Write all of the entries out again exactly, but not the images.
═════ EXTRACTED DATA ═════
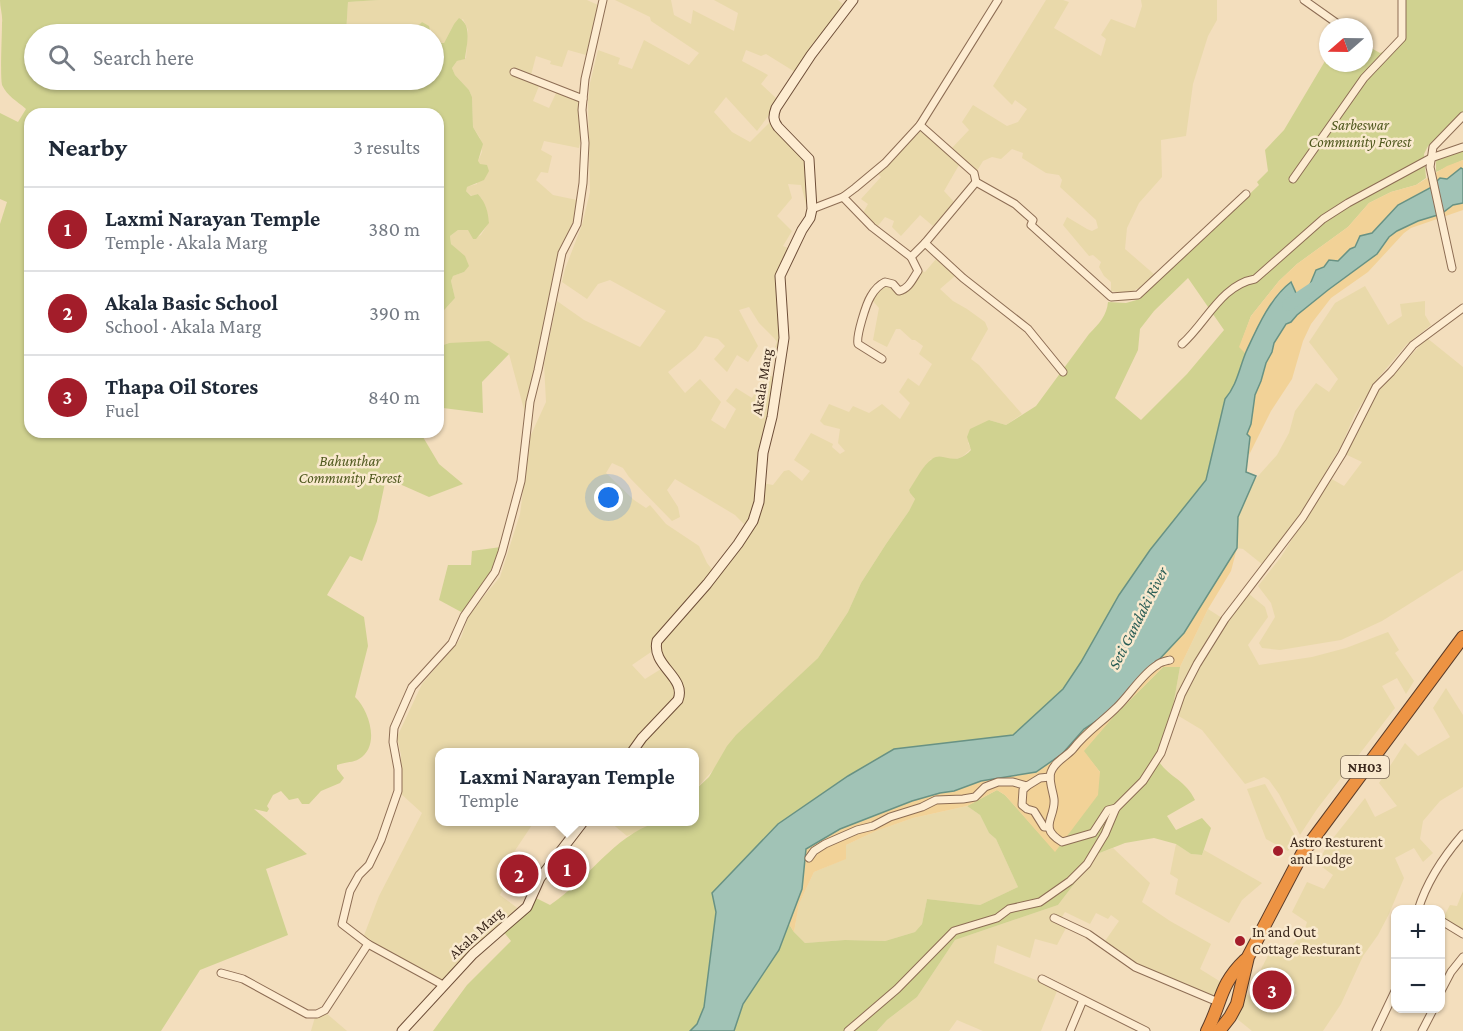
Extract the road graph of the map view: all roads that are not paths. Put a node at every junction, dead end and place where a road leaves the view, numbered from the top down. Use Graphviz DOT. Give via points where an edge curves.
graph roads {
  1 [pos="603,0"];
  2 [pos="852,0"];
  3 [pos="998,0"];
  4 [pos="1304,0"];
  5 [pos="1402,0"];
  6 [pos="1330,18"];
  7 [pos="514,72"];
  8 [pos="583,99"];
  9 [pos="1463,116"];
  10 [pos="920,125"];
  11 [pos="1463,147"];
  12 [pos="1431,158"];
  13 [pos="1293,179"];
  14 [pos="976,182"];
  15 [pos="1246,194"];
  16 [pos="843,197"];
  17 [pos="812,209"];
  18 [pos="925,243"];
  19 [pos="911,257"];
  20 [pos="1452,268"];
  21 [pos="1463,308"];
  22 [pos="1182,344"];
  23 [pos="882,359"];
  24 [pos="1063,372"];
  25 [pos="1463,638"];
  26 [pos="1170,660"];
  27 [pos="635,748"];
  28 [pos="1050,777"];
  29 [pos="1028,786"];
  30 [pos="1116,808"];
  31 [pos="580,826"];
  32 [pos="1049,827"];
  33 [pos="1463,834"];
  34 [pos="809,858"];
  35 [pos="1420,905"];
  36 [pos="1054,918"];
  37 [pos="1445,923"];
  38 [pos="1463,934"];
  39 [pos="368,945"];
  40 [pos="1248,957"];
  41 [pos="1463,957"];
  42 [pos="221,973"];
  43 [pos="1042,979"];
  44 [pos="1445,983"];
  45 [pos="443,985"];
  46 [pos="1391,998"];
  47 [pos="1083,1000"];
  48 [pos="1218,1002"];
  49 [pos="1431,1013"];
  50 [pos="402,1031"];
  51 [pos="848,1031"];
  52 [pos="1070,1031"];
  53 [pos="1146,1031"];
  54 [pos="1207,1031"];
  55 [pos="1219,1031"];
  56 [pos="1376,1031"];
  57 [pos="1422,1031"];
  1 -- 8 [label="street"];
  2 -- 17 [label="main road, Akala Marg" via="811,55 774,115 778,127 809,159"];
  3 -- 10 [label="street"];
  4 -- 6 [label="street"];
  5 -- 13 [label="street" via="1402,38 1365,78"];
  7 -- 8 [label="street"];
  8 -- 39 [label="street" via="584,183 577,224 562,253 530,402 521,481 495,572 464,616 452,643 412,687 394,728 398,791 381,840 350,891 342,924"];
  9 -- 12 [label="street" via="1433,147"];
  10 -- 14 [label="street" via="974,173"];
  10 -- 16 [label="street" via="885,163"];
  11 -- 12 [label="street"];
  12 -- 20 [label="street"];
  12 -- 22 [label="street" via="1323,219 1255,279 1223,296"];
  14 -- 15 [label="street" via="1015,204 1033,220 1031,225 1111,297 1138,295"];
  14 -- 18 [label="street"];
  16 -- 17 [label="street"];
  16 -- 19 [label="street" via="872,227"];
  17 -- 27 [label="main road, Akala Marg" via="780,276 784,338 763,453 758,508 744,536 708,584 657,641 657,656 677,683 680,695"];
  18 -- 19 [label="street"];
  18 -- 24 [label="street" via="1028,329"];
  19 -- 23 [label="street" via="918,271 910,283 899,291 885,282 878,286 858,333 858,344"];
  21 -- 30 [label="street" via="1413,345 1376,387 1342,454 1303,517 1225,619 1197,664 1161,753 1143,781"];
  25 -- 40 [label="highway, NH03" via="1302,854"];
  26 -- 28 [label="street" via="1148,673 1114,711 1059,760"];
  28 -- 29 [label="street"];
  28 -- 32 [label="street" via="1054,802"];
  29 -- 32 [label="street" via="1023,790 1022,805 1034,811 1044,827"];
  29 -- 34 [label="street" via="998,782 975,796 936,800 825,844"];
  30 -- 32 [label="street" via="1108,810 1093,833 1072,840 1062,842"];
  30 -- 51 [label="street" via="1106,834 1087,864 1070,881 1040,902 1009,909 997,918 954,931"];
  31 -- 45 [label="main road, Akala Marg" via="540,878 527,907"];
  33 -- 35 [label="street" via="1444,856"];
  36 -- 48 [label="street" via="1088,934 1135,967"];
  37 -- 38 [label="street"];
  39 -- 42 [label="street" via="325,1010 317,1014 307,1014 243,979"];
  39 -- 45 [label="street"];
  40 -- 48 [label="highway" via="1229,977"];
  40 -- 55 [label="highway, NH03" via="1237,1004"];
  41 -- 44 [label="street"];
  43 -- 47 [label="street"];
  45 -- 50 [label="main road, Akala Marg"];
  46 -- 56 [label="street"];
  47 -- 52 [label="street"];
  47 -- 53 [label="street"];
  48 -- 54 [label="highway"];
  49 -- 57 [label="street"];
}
═════
■ RESPONSE TO THE TASK
Extract the road graph of the map view: all roads that are not paths. Put a node at every junction, dead end and place where a road leaves the view, numbered from the top down. Use Graphviz DOT. Give via points where an edge curves.
graph roads {
  1 [pos="603,0"];
  2 [pos="852,0"];
  3 [pos="998,0"];
  4 [pos="1304,0"];
  5 [pos="1402,0"];
  6 [pos="1330,18"];
  7 [pos="514,72"];
  8 [pos="583,99"];
  9 [pos="1463,116"];
  10 [pos="920,125"];
  11 [pos="1463,147"];
  12 [pos="1431,158"];
  13 [pos="1293,179"];
  14 [pos="976,182"];
  15 [pos="1246,194"];
  16 [pos="843,197"];
  17 [pos="812,209"];
  18 [pos="925,243"];
  19 [pos="911,257"];
  20 [pos="1452,268"];
  21 [pos="1463,308"];
  22 [pos="1182,344"];
  23 [pos="882,359"];
  24 [pos="1063,372"];
  25 [pos="1463,638"];
  26 [pos="1170,660"];
  27 [pos="635,748"];
  28 [pos="1050,777"];
  29 [pos="1028,786"];
  30 [pos="1116,808"];
  31 [pos="580,826"];
  32 [pos="1049,827"];
  33 [pos="1463,834"];
  34 [pos="809,858"];
  35 [pos="1420,905"];
  36 [pos="1054,918"];
  37 [pos="1445,923"];
  38 [pos="1463,934"];
  39 [pos="368,945"];
  40 [pos="1248,957"];
  41 [pos="1463,957"];
  42 [pos="221,973"];
  43 [pos="1042,979"];
  44 [pos="1445,983"];
  45 [pos="443,985"];
  46 [pos="1391,998"];
  47 [pos="1083,1000"];
  48 [pos="1218,1002"];
  49 [pos="1431,1013"];
  50 [pos="402,1031"];
  51 [pos="848,1031"];
  52 [pos="1070,1031"];
  53 [pos="1146,1031"];
  54 [pos="1207,1031"];
  55 [pos="1219,1031"];
  56 [pos="1376,1031"];
  57 [pos="1422,1031"];
  1 -- 8 [label="street"];
  2 -- 17 [label="main road, Akala Marg" via="811,55 774,115 778,127 809,159"];
  3 -- 10 [label="street"];
  4 -- 6 [label="street"];
  5 -- 13 [label="street" via="1402,38 1365,78"];
  7 -- 8 [label="street"];
  8 -- 39 [label="street" via="584,183 577,224 562,253 530,402 521,481 495,572 464,616 452,643 412,687 394,728 398,791 381,840 350,891 342,924"];
  9 -- 12 [label="street" via="1433,147"];
  10 -- 14 [label="street" via="974,173"];
  10 -- 16 [label="street" via="885,163"];
  11 -- 12 [label="street"];
  12 -- 20 [label="street"];
  12 -- 22 [label="street" via="1323,219 1255,279 1223,296"];
  14 -- 15 [label="street" via="1015,204 1033,220 1031,225 1111,297 1138,295"];
  14 -- 18 [label="street"];
  16 -- 17 [label="street"];
  16 -- 19 [label="street" via="872,227"];
  17 -- 27 [label="main road, Akala Marg" via="780,276 784,338 763,453 758,508 744,536 708,584 657,641 657,656 677,683 680,695"];
  18 -- 19 [label="street"];
  18 -- 24 [label="street" via="1028,329"];
  19 -- 23 [label="street" via="918,271 910,283 899,291 885,282 878,286 858,333 858,344"];
  21 -- 30 [label="street" via="1413,345 1376,387 1342,454 1303,517 1225,619 1197,664 1161,753 1143,781"];
  25 -- 40 [label="highway, NH03" via="1302,854"];
  26 -- 28 [label="street" via="1148,673 1114,711 1059,760"];
  28 -- 29 [label="street"];
  28 -- 32 [label="street" via="1054,802"];
  29 -- 32 [label="street" via="1023,790 1022,805 1034,811 1044,827"];
  29 -- 34 [label="street" via="998,782 975,796 936,800 825,844"];
  30 -- 32 [label="street" via="1108,810 1093,833 1072,840 1062,842"];
  30 -- 51 [label="street" via="1106,834 1087,864 1070,881 1040,902 1009,909 997,918 954,931"];
  31 -- 45 [label="main road, Akala Marg" via="540,878 527,907"];
  33 -- 35 [label="street" via="1444,856"];
  36 -- 48 [label="street" via="1088,934 1135,967"];
  37 -- 38 [label="street"];
  39 -- 42 [label="street" via="325,1010 317,1014 307,1014 243,979"];
  39 -- 45 [label="street"];
  40 -- 48 [label="highway" via="1229,977"];
  40 -- 55 [label="highway, NH03" via="1237,1004"];
  41 -- 44 [label="street"];
  43 -- 47 [label="street"];
  45 -- 50 [label="main road, Akala Marg"];
  46 -- 56 [label="street"];
  47 -- 52 [label="street"];
  47 -- 53 [label="street"];
  48 -- 54 [label="highway"];
  49 -- 57 [label="street"];
}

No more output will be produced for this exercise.